Joe there are two types of participants in a debate, those who come prepared with facts to back their arguments and those who want to jump in and out of the debate when called to task on their claims. Over time I've learned you fall in the first category.



Ysarex said:


> The only things that can change exposure are shutter speed, lens aperture or more/less light on the subject. The source of noise is underexposure. You want less noise, expose more.



ISO and the modern digital camera is probably the most confusing aspect of exposure today. Maybe it's because it's a relic from the days of film when actual coatings on the film dictated the sensitivity. In comparison today's digital sensor is only going to measure the light it receives, no more, no less. ISO in a digital camera is nothing more than gain, amplification of the signal received by the sensor.
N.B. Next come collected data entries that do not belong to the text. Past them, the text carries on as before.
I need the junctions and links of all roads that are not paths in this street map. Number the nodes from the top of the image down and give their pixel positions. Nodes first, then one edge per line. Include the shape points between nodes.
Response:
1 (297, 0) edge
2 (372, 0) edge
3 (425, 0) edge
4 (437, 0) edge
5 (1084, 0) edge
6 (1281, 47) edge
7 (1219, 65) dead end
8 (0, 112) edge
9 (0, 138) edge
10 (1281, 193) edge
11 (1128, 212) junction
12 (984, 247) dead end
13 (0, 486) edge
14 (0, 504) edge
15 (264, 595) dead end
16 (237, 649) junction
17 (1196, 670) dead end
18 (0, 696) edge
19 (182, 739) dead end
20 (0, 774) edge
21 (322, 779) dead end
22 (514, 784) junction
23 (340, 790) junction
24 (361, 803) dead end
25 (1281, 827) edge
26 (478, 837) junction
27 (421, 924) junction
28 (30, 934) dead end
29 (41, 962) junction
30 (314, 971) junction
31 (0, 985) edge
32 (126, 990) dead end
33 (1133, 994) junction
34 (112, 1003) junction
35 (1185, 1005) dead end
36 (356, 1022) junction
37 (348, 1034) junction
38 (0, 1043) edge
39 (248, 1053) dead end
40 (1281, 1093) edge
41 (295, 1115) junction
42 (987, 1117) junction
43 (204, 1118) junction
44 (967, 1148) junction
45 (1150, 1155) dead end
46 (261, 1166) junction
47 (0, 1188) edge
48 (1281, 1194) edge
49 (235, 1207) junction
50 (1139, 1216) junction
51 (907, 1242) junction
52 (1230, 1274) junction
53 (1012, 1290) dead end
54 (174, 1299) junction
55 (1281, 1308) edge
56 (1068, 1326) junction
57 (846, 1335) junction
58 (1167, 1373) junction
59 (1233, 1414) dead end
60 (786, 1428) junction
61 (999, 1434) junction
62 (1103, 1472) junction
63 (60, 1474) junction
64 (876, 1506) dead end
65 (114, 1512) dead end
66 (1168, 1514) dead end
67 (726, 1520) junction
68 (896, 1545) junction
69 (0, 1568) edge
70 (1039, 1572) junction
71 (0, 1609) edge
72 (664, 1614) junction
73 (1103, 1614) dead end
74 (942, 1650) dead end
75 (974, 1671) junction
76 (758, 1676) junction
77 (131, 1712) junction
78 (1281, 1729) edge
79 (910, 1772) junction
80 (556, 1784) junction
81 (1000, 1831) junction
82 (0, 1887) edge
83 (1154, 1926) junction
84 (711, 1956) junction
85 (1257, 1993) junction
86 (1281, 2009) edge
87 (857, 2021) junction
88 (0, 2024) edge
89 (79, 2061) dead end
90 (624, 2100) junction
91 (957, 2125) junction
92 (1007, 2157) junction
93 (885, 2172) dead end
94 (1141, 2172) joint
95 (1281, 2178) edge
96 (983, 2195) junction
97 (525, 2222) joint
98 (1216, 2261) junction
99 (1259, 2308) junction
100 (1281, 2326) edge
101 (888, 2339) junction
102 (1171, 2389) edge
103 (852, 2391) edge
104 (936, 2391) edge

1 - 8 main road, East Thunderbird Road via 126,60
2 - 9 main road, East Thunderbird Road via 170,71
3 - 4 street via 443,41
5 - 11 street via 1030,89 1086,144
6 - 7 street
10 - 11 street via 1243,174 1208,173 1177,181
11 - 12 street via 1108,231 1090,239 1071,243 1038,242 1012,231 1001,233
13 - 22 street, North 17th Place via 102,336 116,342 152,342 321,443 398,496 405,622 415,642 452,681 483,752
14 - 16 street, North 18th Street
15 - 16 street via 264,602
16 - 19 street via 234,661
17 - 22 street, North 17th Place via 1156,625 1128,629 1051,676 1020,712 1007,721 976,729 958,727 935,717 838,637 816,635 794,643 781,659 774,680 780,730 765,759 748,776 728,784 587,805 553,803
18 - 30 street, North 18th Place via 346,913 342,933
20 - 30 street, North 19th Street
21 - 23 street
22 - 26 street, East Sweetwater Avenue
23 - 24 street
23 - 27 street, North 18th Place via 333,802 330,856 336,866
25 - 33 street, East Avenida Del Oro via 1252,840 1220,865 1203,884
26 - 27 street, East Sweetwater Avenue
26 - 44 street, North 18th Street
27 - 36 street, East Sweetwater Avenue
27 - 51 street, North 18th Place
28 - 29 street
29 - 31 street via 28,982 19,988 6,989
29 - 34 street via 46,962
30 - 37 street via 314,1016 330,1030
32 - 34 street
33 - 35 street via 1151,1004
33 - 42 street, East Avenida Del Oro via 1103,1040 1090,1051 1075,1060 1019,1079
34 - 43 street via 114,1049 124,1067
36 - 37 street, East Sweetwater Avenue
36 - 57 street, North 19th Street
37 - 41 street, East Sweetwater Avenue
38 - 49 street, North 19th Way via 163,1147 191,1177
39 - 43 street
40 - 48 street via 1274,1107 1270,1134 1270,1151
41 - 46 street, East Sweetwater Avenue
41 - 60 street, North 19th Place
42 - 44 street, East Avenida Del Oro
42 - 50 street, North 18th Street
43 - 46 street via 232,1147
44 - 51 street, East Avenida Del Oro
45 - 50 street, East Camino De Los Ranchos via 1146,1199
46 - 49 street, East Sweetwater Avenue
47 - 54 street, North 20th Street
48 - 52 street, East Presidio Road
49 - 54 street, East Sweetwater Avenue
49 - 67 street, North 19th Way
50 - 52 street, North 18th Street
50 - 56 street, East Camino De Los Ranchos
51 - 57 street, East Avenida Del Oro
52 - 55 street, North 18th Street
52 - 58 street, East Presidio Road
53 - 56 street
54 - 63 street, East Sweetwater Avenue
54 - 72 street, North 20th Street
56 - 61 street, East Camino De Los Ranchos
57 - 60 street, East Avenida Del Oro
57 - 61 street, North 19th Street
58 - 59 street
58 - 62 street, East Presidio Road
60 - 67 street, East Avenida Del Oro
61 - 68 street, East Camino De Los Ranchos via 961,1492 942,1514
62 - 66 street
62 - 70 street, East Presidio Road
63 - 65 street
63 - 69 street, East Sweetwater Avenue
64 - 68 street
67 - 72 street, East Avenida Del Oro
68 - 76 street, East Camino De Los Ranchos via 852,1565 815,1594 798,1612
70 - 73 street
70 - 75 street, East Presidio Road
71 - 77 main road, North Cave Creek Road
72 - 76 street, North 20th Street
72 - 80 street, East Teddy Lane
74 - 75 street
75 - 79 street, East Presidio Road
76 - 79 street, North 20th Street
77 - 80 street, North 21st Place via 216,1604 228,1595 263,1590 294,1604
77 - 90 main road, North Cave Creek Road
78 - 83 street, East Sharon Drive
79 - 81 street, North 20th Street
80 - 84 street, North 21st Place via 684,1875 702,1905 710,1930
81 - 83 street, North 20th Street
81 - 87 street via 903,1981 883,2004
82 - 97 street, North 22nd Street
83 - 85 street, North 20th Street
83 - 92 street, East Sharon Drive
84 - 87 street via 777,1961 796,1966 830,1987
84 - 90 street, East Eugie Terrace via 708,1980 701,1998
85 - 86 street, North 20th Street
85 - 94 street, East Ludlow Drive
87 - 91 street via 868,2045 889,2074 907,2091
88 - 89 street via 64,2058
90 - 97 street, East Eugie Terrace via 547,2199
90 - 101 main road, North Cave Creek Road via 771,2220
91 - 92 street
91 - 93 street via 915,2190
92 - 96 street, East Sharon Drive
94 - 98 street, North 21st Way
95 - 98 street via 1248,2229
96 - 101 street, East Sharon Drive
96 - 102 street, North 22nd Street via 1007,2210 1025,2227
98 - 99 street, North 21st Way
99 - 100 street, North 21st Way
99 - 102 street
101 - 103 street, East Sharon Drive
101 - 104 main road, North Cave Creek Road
This is where most go off the rails in their understanding of ISO in digital imaging, and noise. To understand it you first have to recognize where the noise comes from. First in any image there's digital noise that comes with any electronic circuit.  A quick and easy way to see this, is leave your lens cap on, crank the shutter speed up, and the aperture down, then take a shot. It's completely black right? Now take it in LR or something similar and crank up the exposure. See the noise?  The second type is shot noise, random photons bouncing around, that varies with intensity based on light levels. Finally there's  signal to noise ratio (SNR) the level of a desired signal to the level of background noise.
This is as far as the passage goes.